In an example of its use of state housing trust fund allocations, Mercy Care teamed with the group Native American Connections to develop a 54-unit supportive housing community in central Phoenix. The Camelback Pointe development, to which Mercy Care provided $200,000 to help fund 13 of the units, allows people to live independently while improving their health and housing stability. It opened in January 2018. Mercy Care is invested in six affordable housing developments.
"We deliver integrated health services in housing because we know that housing plays a major role in improving our members' health and well-being," Gary said. "Our goal is to help our members live a healthier life and achieve their full potential. Stable housing is the foundation of that."
UnitedHealthcare weighs in
Elsewhere in Phoenix, UnitedHealthcare Community Plan of Arizona provided a $22 million, below-market rate loan to the community development corporation Chicanos Por La Causa to refurbish two apartment complexes totaling 500 units in the Maryvale area. The apartments are marketed at rents that are affordable to low-income individuals; 100 units are set aside for homeless individuals who have health insurance through UnitedHealthcare's Medicaid health management organization.
Gaudio
The loan came from UnitedHealthcare, said Joe Gaudio, chief executive of UnitedHealthcare Community Plan. "It wasn't tax credits," he said. "It wasn't HUD (the U.S. Department of Housing and Urban Development). It wasn't anything like that, which means we don't have the same restrictions" as a loan using federal housing dollars, such as restrictions on renting to recent parolees from prison, Gaudio added.

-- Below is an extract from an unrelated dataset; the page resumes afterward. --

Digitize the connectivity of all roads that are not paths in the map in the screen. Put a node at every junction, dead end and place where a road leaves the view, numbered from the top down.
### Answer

Because UnitedHealthcare made the loan with regulated capital off its balance sheet, Gaudio said, the company first had to get permission from the Arizona Health Care Cost Containment System — the state's Medicaid agency. No similar approval was required from the federal Centers for Medicare and Medicaid Services, he added.
"Really, what we were asking for was permission to make this loan and have it included as an admissible asset," Gaudio said, "and (the state) approved it, which was great to see."

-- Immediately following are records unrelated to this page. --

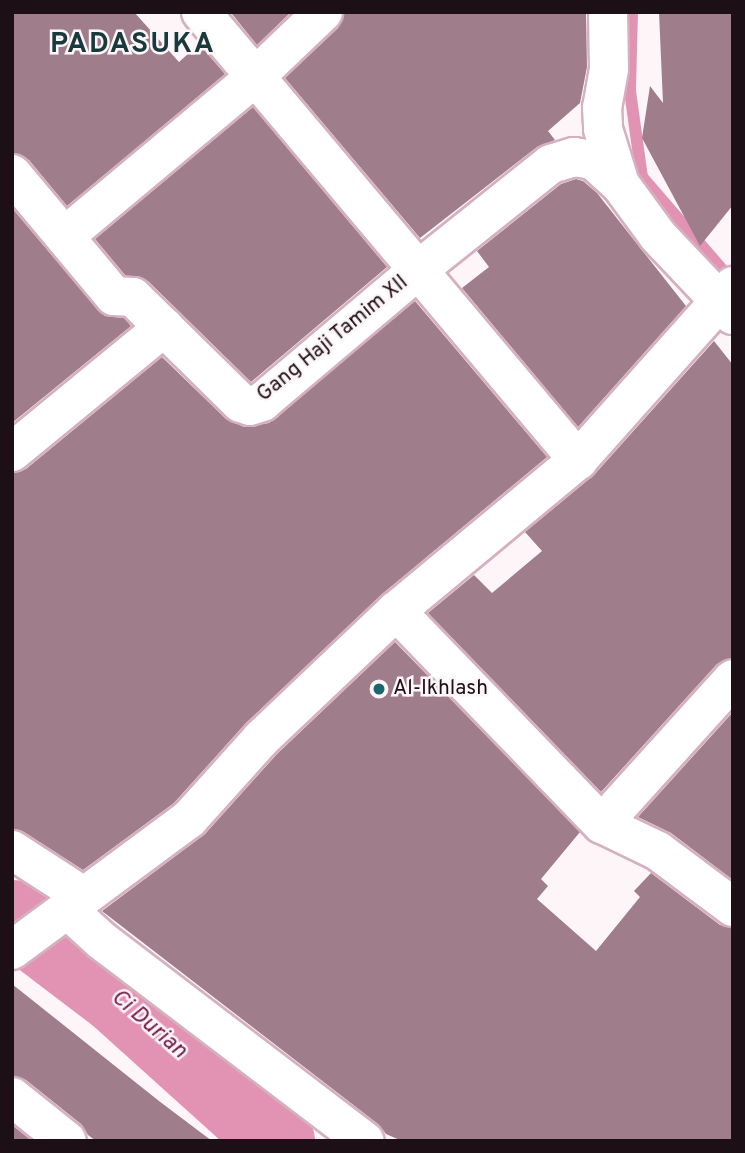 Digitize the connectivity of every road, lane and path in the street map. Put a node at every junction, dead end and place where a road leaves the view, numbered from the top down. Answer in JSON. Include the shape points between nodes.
{"nodes":[{"id":1,"x":201,"y":12,"type":"edge"},
{"id":2,"x":323,"y":12,"type":"edge"},
{"id":3,"x":608,"y":12,"type":"edge"},
{"id":4,"x":256,"y":77,"type":"junction"},
{"id":5,"x":12,"y":174,"type":"edge"},
{"id":6,"x":620,"y":184,"type":"junction"},
{"id":7,"x":65,"y":236,"type":"junction"},
{"id":8,"x":418,"y":270,"type":"junction"},
{"id":9,"x":729,"y":298,"type":"edge"},
{"id":10,"x":164,"y":327,"type":"junction"},
{"id":11,"x":12,"y":452,"type":"edge"},
{"id":12,"x":578,"y":460,"type":"junction"},
{"id":13,"x":396,"y":611,"type":"junction"},
{"id":14,"x":733,"y":679,"type":"edge"},
{"id":15,"x":602,"y":824,"type":"junction"},
{"id":16,"x":12,"y":850,"type":"edge"},
{"id":17,"x":71,"y":906,"type":"junction"},
{"id":18,"x":733,"y":907,"type":"edge"},
{"id":19,"x":15,"y":948,"type":"edge"},
{"id":20,"x":12,"y":1097,"type":"edge"},
{"id":21,"x":57,"y":1138,"type":"edge"},
{"id":22,"x":365,"y":1141,"type":"edge"}],
"edges":[{"from":1,"to":4,"type":"street"},
{"from":2,"to":4,"type":"street"},
{"from":3,"to":6,"type":"street","via":[[603,129]]},
{"from":4,"to":7,"type":"street"},
{"from":4,"to":8,"type":"street"},
{"from":5,"to":7,"type":"street","name":"Gang Haji Tamim XII"},
{"from":6,"to":8,"type":"street","via":[[593,160],[574,156],[551,164]]},
{"from":6,"to":9,"type":"street","via":[[658,236]]},
{"from":7,"to":10,"type":"street","name":"Gang Haji Tamim XII","via":[[114,296],[133,297]]},
{"from":8,"to":10,"type":"street","name":"Gang Haji Tamim XII","via":[[262,402],[250,406],[241,403]]},
{"from":8,"to":12,"type":"street"},
{"from":9,"to":12,"type":"street"},
{"from":10,"to":11,"type":"street"},
{"from":12,"to":13,"type":"street"},
{"from":13,"to":15,"type":"street"},
{"from":13,"to":17,"type":"street","via":[[261,739],[189,819]]},
{"from":14,"to":15,"type":"street"},
{"from":15,"to":18,"type":"street","via":[[658,851]]},
{"from":16,"to":17,"type":"street"},
{"from":17,"to":19,"type":"street"},
{"from":17,"to":22,"type":"street","via":[[122,957]]},
{"from":20,"to":21,"type":"street"}]}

Under the deal, the rent on 400 of the units subsidizes the remaining 100 units, which UnitedHealthcare reserved for patients with the greatest needs, Gaudio said. Depending on their circumstances, these individuals may get the units rent-free or get a 50 percent discount on rent, with the goal of moving them up to full rents as their circumstances stabilize.
Loan impact
"What we expect to see is improved health outcomes, improved quality of life, and a significant reduction in health care costs," he said.
So far, UnitedHealthcare has recorded a 58 percent reduction in total health care costs for Medicaid enrollees who lived in the subsidized apartments, Gaudio said. Twenty-five tenants have "graduated" from fully subsidized rents to paying full rent or moving to another complex. The apartments are at full capacity, he added.

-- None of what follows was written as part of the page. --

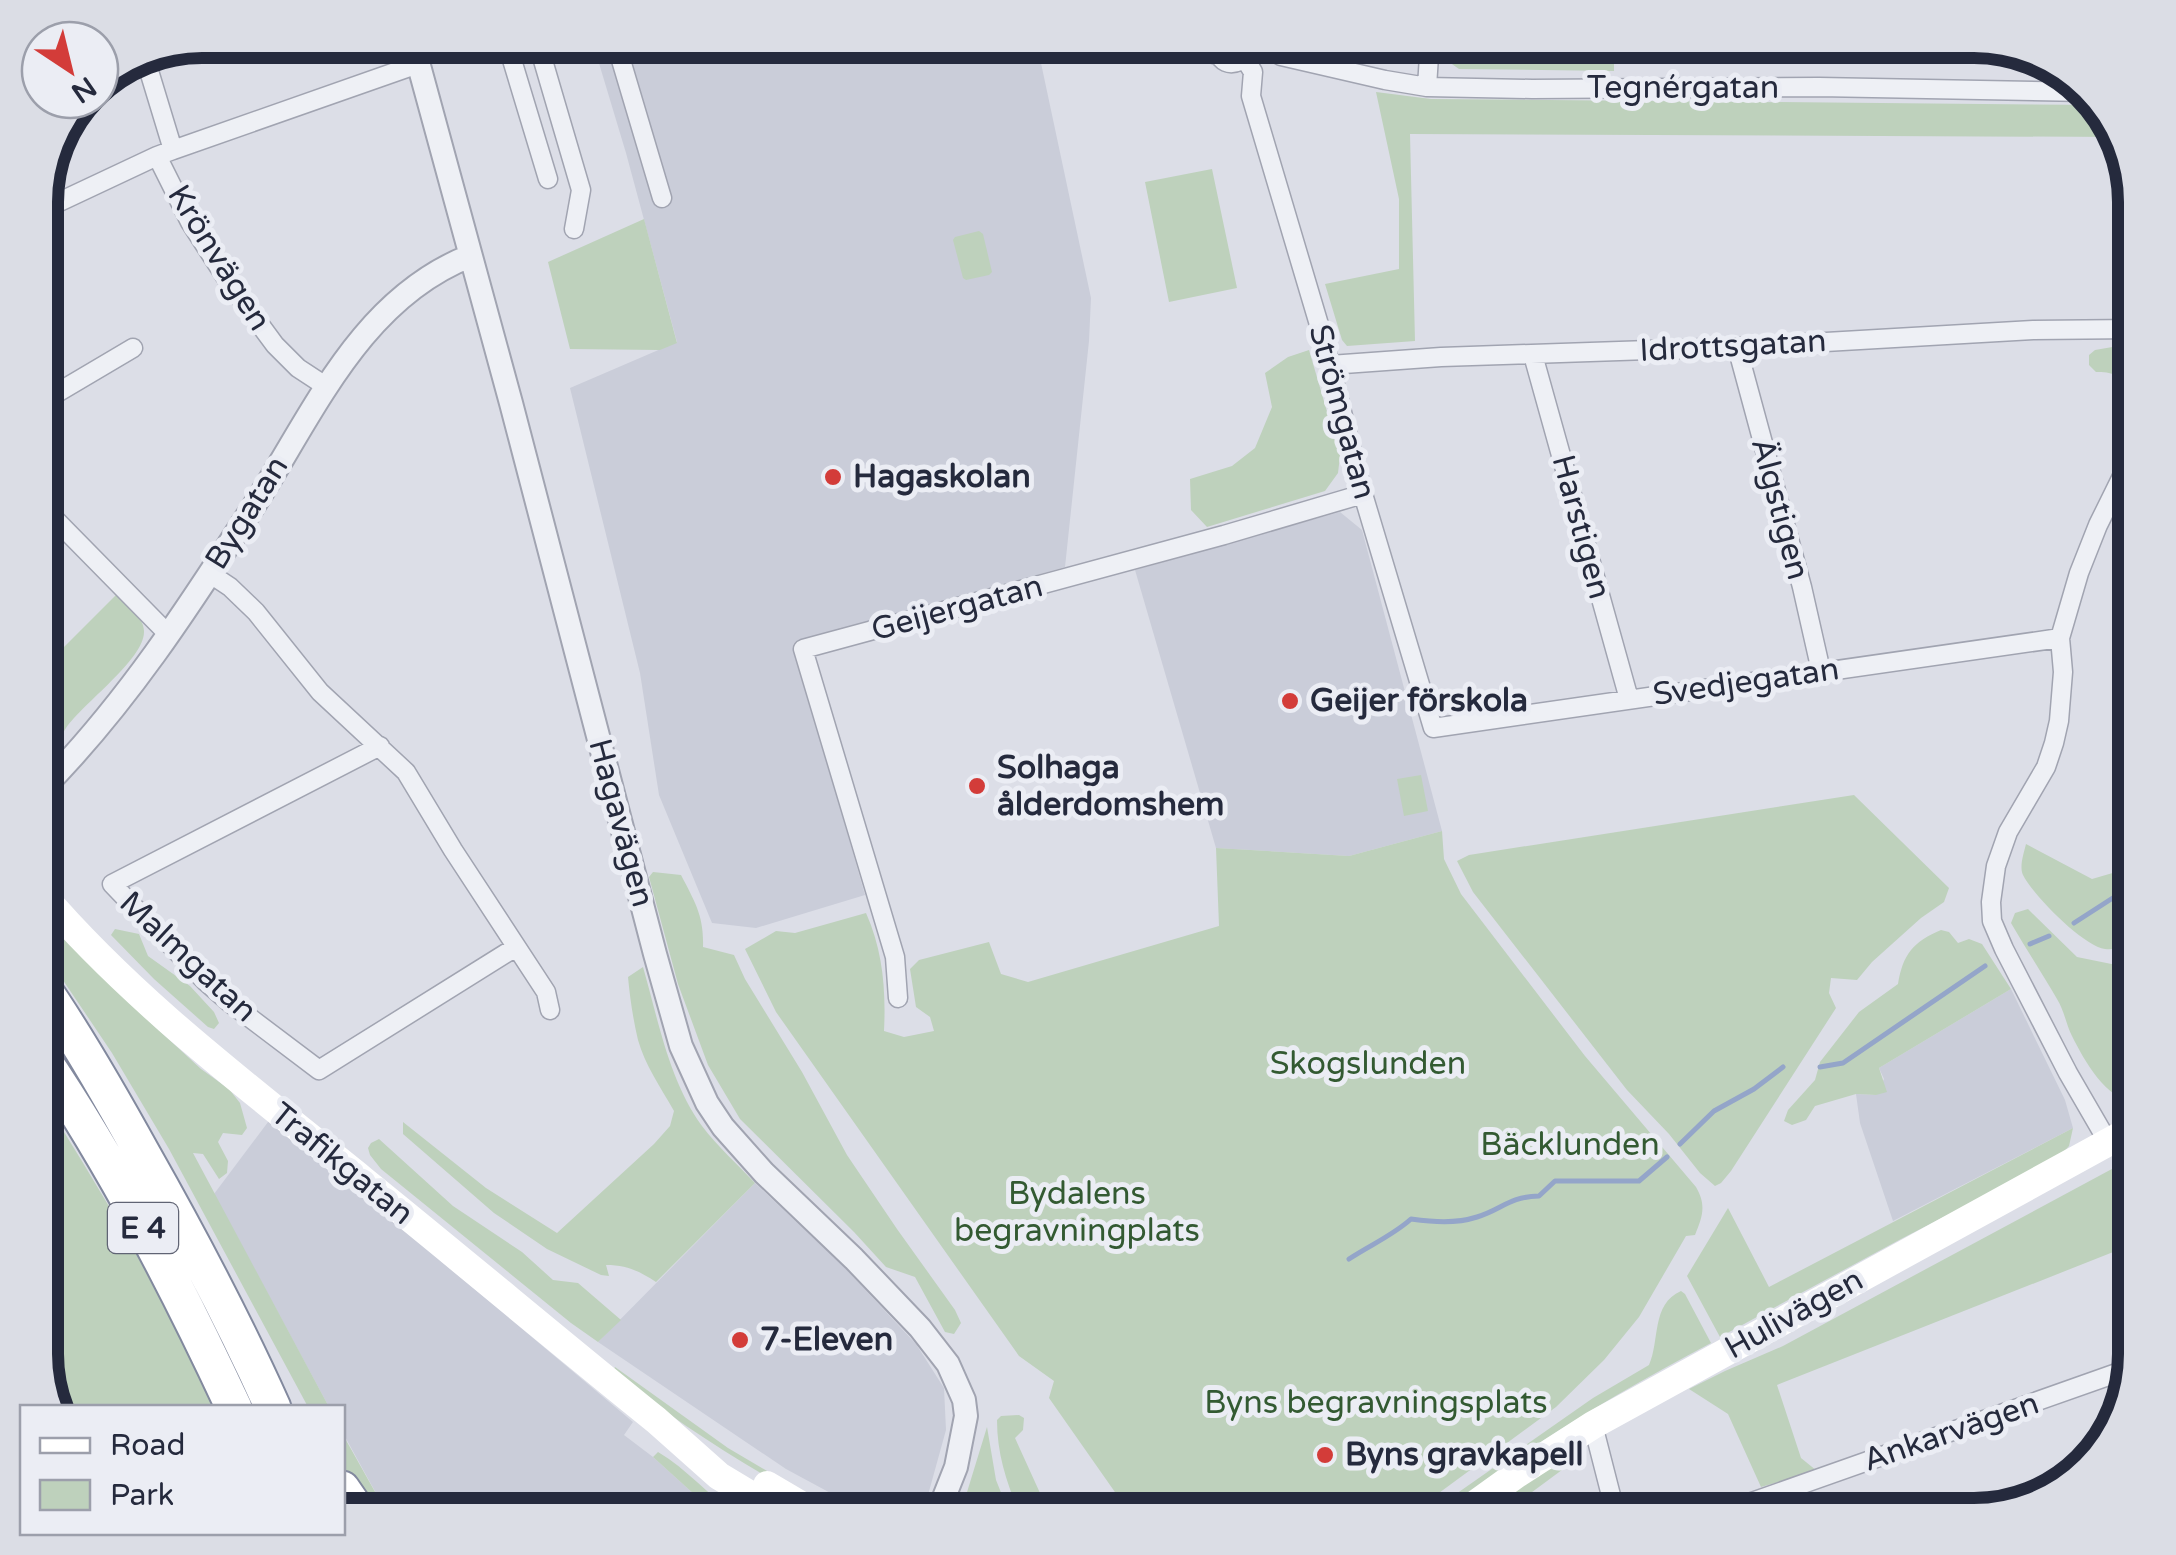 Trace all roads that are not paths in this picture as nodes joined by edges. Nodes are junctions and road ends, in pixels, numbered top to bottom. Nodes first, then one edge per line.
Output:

One of the largest sources of referrals to the subsidized apartments is Circle the City, a nonprofit organization that was incubated by Dignity Health St. Joseph's Hospital and Medical Center in Phoenix. Circle the City has two, 50-bed respite care centers for homeless patients, two family health centers and a mobile clinic.
James, 51, who asked that his last name not be used, moved into a one-bedroom apartment in the Chicanos Por La Causa complex in October 2017 after recuperating from hip surgery at Circle the City. There is little doubt in his mind that without the subsidized apartment, he would have been homeless.
"They can help a guy like me who went from having a job and career and an income to having no income, physically challenged, laid up, unemployed," he said. "And rather than being homeless or dependent on the hospital system, the Medicaid system, they get a roof over your head and chance for you basically to get your stuff together and try to progress."